Go through the material line by line and copy each one with the word "paths".

Data supplied:
----

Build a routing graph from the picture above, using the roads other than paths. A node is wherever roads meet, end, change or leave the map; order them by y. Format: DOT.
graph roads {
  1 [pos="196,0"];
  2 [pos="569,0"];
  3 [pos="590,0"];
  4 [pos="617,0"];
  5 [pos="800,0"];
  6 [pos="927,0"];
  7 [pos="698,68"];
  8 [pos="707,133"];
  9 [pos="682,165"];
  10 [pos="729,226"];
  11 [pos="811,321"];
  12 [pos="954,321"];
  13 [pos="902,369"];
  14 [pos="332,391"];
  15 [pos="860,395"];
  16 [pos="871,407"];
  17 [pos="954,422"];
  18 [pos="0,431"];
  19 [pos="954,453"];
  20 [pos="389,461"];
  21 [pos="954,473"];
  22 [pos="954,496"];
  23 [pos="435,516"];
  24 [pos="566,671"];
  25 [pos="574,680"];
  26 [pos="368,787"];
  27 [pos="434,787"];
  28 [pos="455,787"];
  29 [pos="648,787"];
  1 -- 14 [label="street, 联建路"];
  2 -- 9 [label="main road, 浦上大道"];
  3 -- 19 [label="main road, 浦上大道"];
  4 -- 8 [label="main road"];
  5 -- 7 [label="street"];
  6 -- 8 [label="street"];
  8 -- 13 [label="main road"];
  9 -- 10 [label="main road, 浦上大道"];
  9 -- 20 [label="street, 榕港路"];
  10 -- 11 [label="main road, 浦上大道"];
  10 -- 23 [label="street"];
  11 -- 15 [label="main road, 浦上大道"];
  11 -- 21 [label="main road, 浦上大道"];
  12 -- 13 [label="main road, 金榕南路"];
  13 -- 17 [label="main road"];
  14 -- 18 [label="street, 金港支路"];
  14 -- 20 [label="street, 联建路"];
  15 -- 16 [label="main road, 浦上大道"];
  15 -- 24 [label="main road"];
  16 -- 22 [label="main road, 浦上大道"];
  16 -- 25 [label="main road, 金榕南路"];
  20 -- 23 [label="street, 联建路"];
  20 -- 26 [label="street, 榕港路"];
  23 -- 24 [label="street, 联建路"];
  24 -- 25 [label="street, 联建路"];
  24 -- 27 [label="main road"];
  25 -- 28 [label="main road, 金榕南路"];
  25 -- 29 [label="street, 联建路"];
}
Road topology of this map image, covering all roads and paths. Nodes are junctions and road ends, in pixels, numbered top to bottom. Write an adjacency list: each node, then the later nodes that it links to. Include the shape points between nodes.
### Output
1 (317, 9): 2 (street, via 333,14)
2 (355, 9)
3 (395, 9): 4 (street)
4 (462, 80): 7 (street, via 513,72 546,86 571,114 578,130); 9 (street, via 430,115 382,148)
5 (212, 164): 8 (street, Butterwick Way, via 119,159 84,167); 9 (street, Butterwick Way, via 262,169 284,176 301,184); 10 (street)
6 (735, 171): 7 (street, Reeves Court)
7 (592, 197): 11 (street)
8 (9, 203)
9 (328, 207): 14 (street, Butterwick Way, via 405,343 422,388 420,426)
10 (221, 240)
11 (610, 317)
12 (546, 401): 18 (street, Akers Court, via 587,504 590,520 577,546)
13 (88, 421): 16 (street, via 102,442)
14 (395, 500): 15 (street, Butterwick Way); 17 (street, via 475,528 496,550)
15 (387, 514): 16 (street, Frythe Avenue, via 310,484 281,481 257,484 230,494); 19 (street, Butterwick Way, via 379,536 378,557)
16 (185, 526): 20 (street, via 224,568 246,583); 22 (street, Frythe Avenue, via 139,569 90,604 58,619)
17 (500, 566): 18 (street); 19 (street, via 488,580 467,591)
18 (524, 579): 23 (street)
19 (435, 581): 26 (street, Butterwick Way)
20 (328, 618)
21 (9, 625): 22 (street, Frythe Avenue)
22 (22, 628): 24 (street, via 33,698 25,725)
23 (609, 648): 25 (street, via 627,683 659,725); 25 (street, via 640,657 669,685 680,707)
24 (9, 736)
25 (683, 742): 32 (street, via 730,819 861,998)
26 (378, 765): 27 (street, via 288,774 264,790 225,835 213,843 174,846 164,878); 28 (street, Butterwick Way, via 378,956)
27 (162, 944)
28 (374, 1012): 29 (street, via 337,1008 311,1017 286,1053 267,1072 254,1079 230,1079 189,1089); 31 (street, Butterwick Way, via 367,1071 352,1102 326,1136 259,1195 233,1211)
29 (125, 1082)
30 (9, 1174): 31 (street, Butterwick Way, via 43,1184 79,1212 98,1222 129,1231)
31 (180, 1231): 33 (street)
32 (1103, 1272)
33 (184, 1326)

----

Answer to this problem:
Build a routing graph from the picture above, using the roads other than paths. A node is wherever roads meet, end, change or leave the map; order them by y. Format: DOT.
Road topology of this map image, covering all roads and paths. Nodes are junctions and road ends, in pixels, numbered top to bottom. Write an adjacency list: each node, then the later nodes that it links to. Include the shape points between nodes.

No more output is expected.